Exercise prompt - Reproduce, exactly and in full, the records that follow, minus any pictures.

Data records

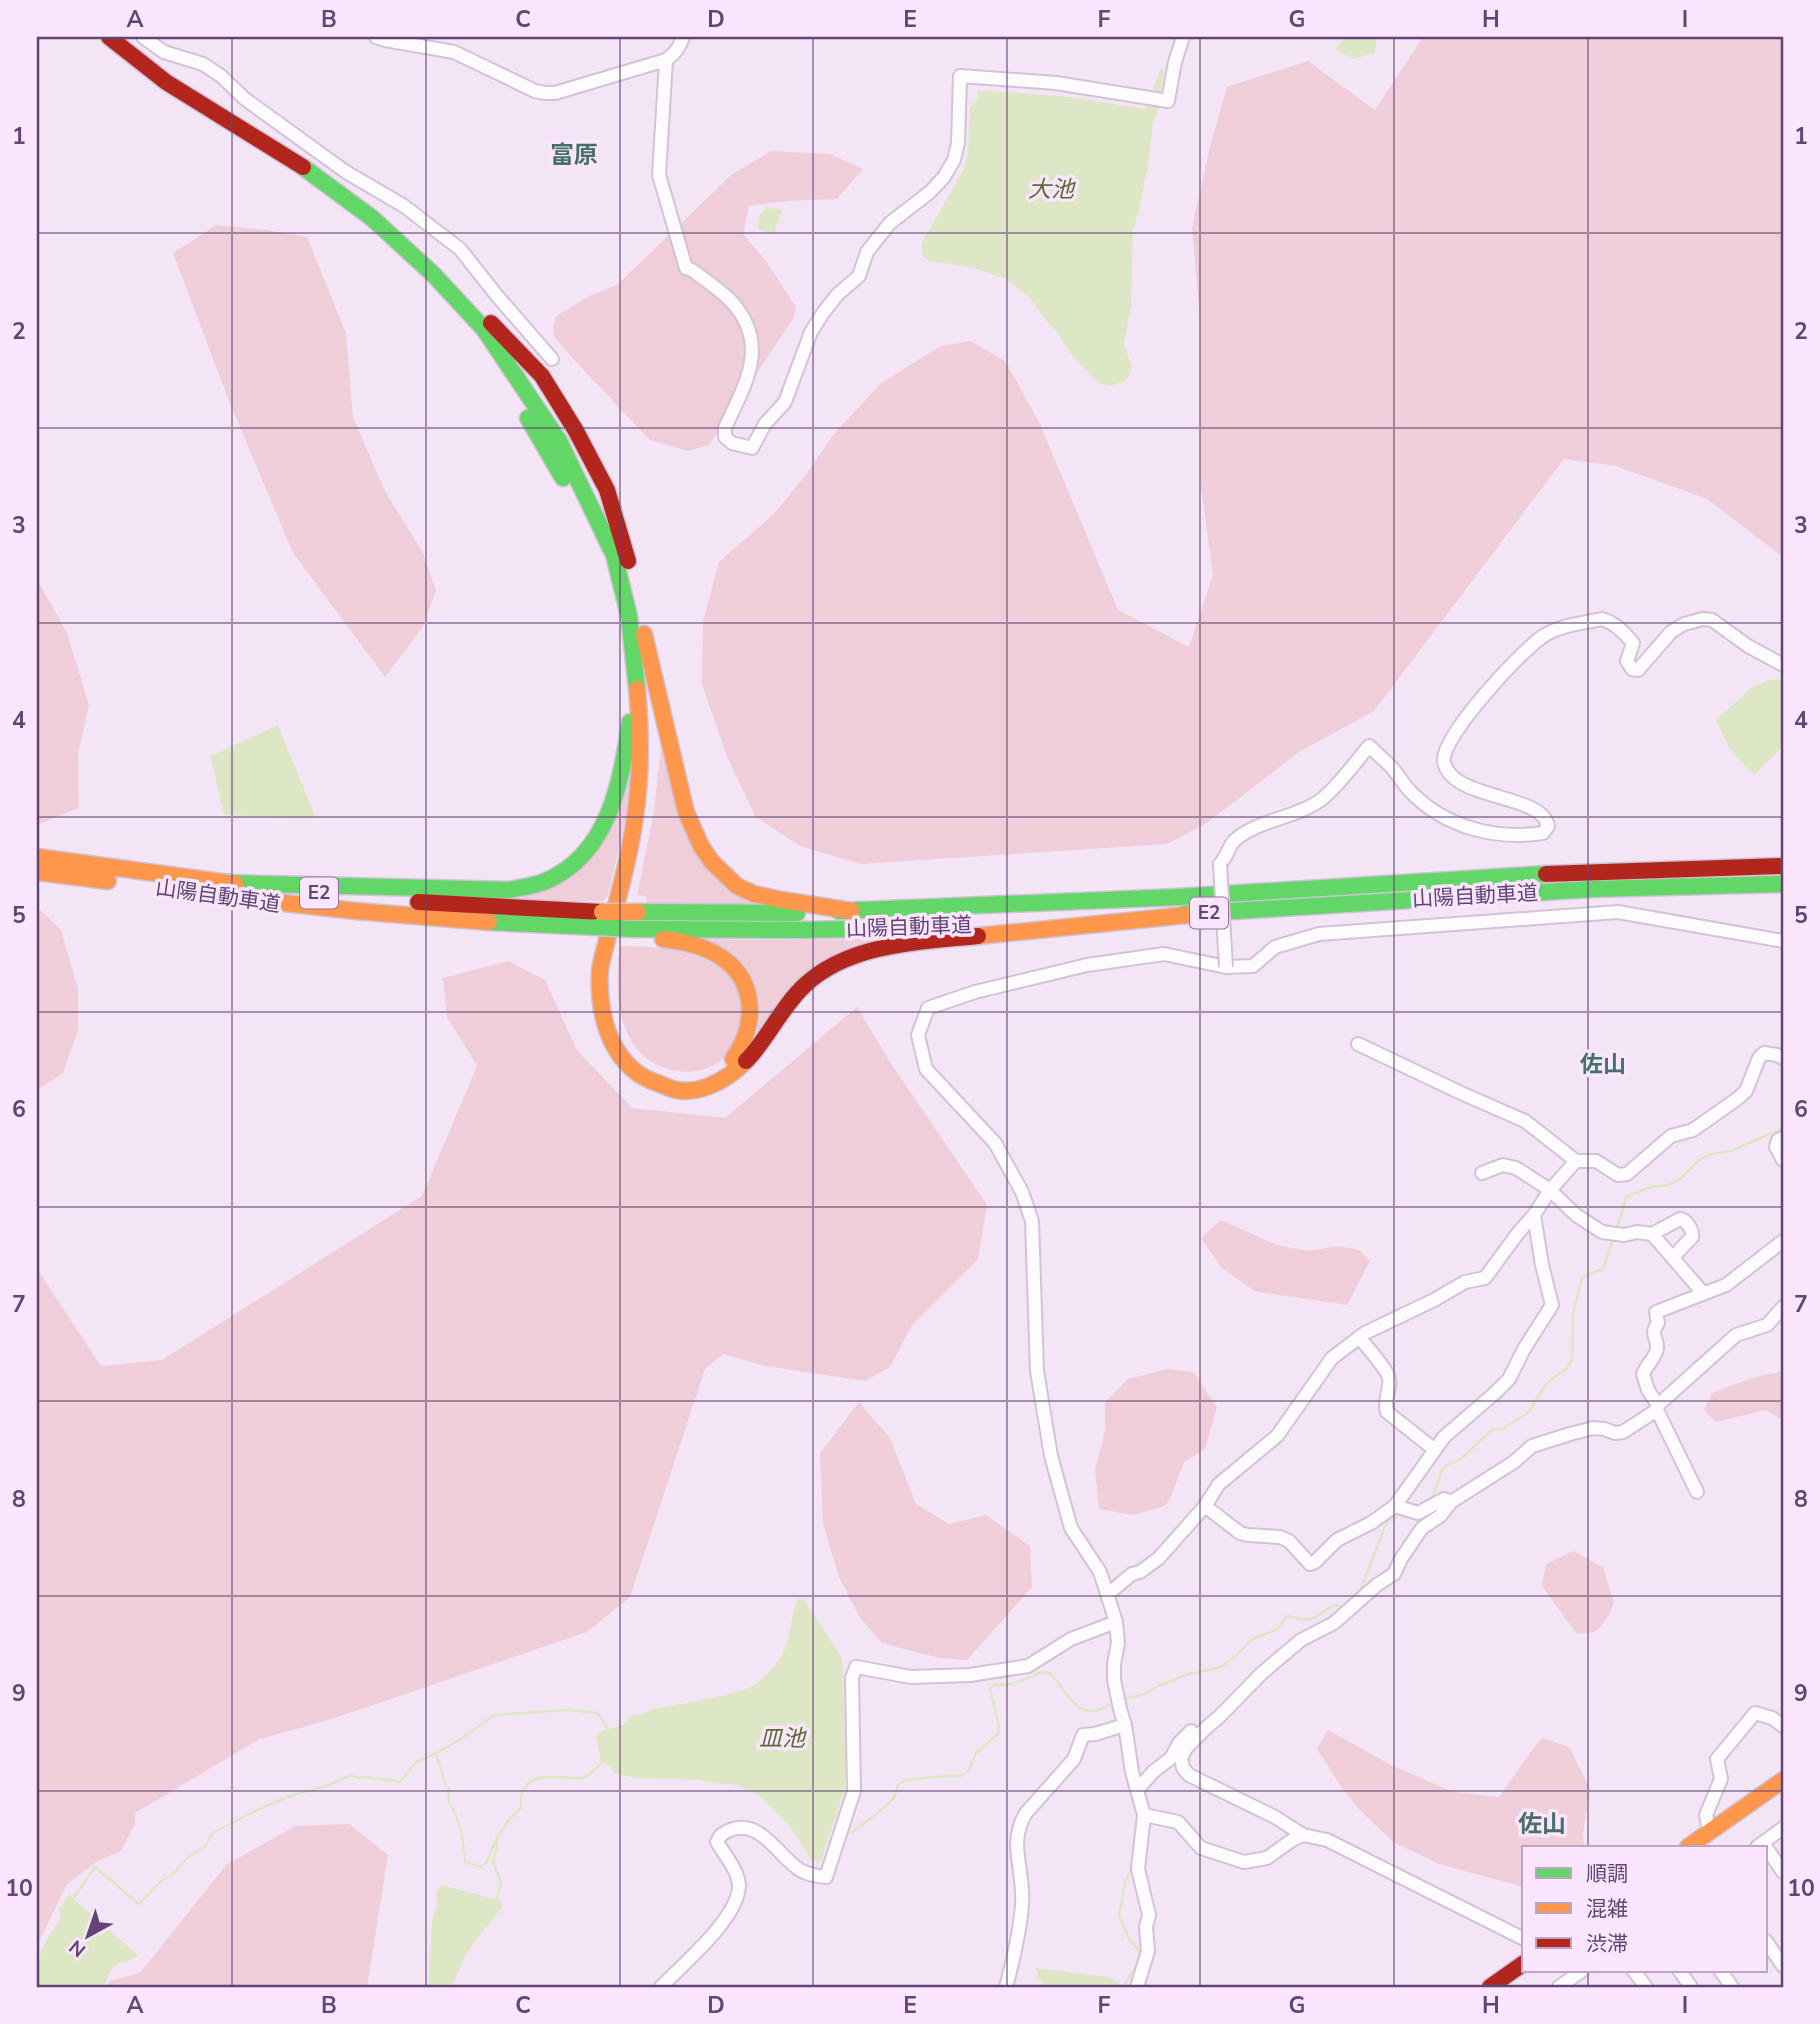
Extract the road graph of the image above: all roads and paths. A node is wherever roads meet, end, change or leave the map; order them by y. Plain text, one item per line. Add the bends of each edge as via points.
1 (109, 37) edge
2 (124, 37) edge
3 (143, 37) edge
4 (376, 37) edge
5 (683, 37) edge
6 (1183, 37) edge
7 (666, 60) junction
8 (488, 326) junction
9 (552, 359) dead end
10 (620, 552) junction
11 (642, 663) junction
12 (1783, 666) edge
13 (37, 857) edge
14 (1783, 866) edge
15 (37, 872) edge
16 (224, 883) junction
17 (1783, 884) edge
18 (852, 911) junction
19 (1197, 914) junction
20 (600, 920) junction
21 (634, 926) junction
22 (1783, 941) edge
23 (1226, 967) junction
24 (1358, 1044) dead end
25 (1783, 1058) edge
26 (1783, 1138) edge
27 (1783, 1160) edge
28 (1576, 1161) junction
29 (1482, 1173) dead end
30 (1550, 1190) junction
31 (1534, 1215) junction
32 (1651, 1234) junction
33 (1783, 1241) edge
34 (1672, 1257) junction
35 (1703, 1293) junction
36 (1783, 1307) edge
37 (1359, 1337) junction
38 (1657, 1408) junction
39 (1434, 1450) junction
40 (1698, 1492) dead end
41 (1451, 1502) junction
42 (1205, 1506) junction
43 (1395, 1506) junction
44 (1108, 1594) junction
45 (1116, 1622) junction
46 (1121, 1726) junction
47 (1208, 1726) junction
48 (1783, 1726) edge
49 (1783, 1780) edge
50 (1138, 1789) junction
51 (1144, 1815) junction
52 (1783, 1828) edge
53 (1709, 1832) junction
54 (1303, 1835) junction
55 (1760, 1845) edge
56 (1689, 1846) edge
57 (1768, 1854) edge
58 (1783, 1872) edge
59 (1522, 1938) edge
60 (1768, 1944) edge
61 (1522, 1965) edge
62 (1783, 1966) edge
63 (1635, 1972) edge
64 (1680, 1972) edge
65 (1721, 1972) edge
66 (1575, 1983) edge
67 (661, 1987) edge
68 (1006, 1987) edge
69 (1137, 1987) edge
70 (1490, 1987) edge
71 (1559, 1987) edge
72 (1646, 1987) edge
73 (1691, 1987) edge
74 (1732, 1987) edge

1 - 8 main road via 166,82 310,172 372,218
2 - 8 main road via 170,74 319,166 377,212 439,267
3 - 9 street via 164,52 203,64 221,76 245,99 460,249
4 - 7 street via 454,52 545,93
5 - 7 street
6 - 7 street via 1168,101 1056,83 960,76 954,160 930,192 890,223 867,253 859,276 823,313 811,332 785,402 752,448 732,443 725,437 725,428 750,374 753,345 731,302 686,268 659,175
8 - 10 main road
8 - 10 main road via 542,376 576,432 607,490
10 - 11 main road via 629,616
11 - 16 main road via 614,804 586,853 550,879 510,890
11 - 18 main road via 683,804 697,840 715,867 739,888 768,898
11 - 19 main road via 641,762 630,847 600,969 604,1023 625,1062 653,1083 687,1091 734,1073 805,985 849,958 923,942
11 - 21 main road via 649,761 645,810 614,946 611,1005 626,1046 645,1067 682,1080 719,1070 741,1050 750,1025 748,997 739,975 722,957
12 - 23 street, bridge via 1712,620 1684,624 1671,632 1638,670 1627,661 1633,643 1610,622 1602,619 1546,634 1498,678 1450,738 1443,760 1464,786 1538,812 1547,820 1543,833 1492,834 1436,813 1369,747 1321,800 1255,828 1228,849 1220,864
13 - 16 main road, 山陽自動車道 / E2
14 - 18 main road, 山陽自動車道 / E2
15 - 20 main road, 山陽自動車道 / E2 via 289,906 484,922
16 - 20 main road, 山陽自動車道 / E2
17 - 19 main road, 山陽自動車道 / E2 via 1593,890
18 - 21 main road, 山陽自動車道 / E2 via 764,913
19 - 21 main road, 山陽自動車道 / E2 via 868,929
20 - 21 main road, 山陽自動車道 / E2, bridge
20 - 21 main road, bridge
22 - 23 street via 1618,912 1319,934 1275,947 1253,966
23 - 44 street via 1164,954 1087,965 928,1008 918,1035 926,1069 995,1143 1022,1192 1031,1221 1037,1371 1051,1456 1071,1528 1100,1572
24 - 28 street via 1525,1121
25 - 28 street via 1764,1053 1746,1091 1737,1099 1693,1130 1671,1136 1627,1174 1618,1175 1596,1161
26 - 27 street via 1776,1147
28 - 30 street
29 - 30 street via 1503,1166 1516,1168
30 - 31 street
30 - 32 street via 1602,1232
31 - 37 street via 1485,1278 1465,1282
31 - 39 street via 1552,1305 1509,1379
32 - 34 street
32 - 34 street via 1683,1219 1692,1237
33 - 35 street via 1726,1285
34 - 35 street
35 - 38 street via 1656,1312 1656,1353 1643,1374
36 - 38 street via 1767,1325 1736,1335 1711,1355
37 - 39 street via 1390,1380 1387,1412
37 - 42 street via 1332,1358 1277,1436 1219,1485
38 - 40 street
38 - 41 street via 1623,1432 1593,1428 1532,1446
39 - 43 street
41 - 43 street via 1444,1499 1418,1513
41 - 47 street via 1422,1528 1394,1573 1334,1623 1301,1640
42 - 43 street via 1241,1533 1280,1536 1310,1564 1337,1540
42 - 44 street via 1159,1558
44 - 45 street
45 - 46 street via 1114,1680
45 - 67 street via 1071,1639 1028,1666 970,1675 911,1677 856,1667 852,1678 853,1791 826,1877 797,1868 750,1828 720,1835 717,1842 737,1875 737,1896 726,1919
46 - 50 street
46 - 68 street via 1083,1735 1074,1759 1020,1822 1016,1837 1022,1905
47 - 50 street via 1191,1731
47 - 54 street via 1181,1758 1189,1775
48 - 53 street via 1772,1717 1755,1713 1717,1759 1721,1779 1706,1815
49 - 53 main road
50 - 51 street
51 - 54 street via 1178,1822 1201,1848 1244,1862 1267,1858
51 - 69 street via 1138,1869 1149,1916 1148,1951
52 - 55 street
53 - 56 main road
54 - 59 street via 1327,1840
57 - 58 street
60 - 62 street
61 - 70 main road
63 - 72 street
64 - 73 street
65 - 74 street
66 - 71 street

Task answer -
Extract the road graph of the image above: all roads and paths. A node is wherever roads meet, end, change or leave the map; order them by y. Plain text, one item per line. Add the bends of each edge as via points.
1 (109, 37) edge
2 (124, 37) edge
3 (143, 37) edge
4 (376, 37) edge
5 (683, 37) edge
6 (1183, 37) edge
7 (666, 60) junction
8 (488, 326) junction
9 (552, 359) dead end
10 (620, 552) junction
11 (642, 663) junction
12 (1783, 666) edge
13 (37, 857) edge
14 (1783, 866) edge
15 (37, 872) edge
16 (224, 883) junction
17 (1783, 884) edge
18 (852, 911) junction
19 (1197, 914) junction
20 (600, 920) junction
21 (634, 926) junction
22 (1783, 941) edge
23 (1226, 967) junction
24 (1358, 1044) dead end
25 (1783, 1058) edge
26 (1783, 1138) edge
27 (1783, 1160) edge
28 (1576, 1161) junction
29 (1482, 1173) dead end
30 (1550, 1190) junction
31 (1534, 1215) junction
32 (1651, 1234) junction
33 (1783, 1241) edge
34 (1672, 1257) junction
35 (1703, 1293) junction
36 (1783, 1307) edge
37 (1359, 1337) junction
38 (1657, 1408) junction
39 (1434, 1450) junction
40 (1698, 1492) dead end
41 (1451, 1502) junction
42 (1205, 1506) junction
43 (1395, 1506) junction
44 (1108, 1594) junction
45 (1116, 1622) junction
46 (1121, 1726) junction
47 (1208, 1726) junction
48 (1783, 1726) edge
49 (1783, 1780) edge
50 (1138, 1789) junction
51 (1144, 1815) junction
52 (1783, 1828) edge
53 (1709, 1832) junction
54 (1303, 1835) junction
55 (1760, 1845) edge
56 (1689, 1846) edge
57 (1768, 1854) edge
58 (1783, 1872) edge
59 (1522, 1938) edge
60 (1768, 1944) edge
61 (1522, 1965) edge
62 (1783, 1966) edge
63 (1635, 1972) edge
64 (1680, 1972) edge
65 (1721, 1972) edge
66 (1575, 1983) edge
67 (661, 1987) edge
68 (1006, 1987) edge
69 (1137, 1987) edge
70 (1490, 1987) edge
71 (1559, 1987) edge
72 (1646, 1987) edge
73 (1691, 1987) edge
74 (1732, 1987) edge

1 - 8 main road via 166,82 310,172 372,218
2 - 8 main road via 170,74 319,166 377,212 439,267
3 - 9 street via 164,52 203,64 221,76 245,99 460,249
4 - 7 street via 454,52 545,93
5 - 7 street
6 - 7 street via 1168,101 1056,83 960,76 954,160 930,192 890,223 867,253 859,276 823,313 811,332 785,402 752,448 732,443 725,437 725,428 750,374 753,345 731,302 686,268 659,175
8 - 10 main road
8 - 10 main road via 542,376 576,432 607,490
10 - 11 main road via 629,616
11 - 16 main road via 614,804 586,853 550,879 510,890
11 - 18 main road via 683,804 697,840 715,867 739,888 768,898
11 - 19 main road via 641,762 630,847 600,969 604,1023 625,1062 653,1083 687,1091 734,1073 805,985 849,958 923,942
11 - 21 main road via 649,761 645,810 614,946 611,1005 626,1046 645,1067 682,1080 719,1070 741,1050 750,1025 748,997 739,975 722,957
12 - 23 street, bridge via 1712,620 1684,624 1671,632 1638,670 1627,661 1633,643 1610,622 1602,619 1546,634 1498,678 1450,738 1443,760 1464,786 1538,812 1547,820 1543,833 1492,834 1436,813 1369,747 1321,800 1255,828 1228,849 1220,864
13 - 16 main road, 山陽自動車道 / E2
14 - 18 main road, 山陽自動車道 / E2
15 - 20 main road, 山陽自動車道 / E2 via 289,906 484,922
16 - 20 main road, 山陽自動車道 / E2
17 - 19 main road, 山陽自動車道 / E2 via 1593,890
18 - 21 main road, 山陽自動車道 / E2 via 764,913
19 - 21 main road, 山陽自動車道 / E2 via 868,929
20 - 21 main road, 山陽自動車道 / E2, bridge
20 - 21 main road, bridge
22 - 23 street via 1618,912 1319,934 1275,947 1253,966
23 - 44 street via 1164,954 1087,965 928,1008 918,1035 926,1069 995,1143 1022,1192 1031,1221 1037,1371 1051,1456 1071,1528 1100,1572
24 - 28 street via 1525,1121
25 - 28 street via 1764,1053 1746,1091 1737,1099 1693,1130 1671,1136 1627,1174 1618,1175 1596,1161
26 - 27 street via 1776,1147
28 - 30 street
29 - 30 street via 1503,1166 1516,1168
30 - 31 street
30 - 32 street via 1602,1232
31 - 37 street via 1485,1278 1465,1282
31 - 39 street via 1552,1305 1509,1379
32 - 34 street
32 - 34 street via 1683,1219 1692,1237
33 - 35 street via 1726,1285
34 - 35 street
35 - 38 street via 1656,1312 1656,1353 1643,1374
36 - 38 street via 1767,1325 1736,1335 1711,1355
37 - 39 street via 1390,1380 1387,1412
37 - 42 street via 1332,1358 1277,1436 1219,1485
38 - 40 street
38 - 41 street via 1623,1432 1593,1428 1532,1446
39 - 43 street
41 - 43 street via 1444,1499 1418,1513
41 - 47 street via 1422,1528 1394,1573 1334,1623 1301,1640
42 - 43 street via 1241,1533 1280,1536 1310,1564 1337,1540
42 - 44 street via 1159,1558
44 - 45 street
45 - 46 street via 1114,1680
45 - 67 street via 1071,1639 1028,1666 970,1675 911,1677 856,1667 852,1678 853,1791 826,1877 797,1868 750,1828 720,1835 717,1842 737,1875 737,1896 726,1919
46 - 50 street
46 - 68 street via 1083,1735 1074,1759 1020,1822 1016,1837 1022,1905
47 - 50 street via 1191,1731
47 - 54 street via 1181,1758 1189,1775
48 - 53 street via 1772,1717 1755,1713 1717,1759 1721,1779 1706,1815
49 - 53 main road
50 - 51 street
51 - 54 street via 1178,1822 1201,1848 1244,1862 1267,1858
51 - 69 street via 1138,1869 1149,1916 1148,1951
52 - 55 street
53 - 56 main road
54 - 59 street via 1327,1840
57 - 58 street
60 - 62 street
61 - 70 main road
63 - 72 street
64 - 73 street
65 - 74 street
66 - 71 street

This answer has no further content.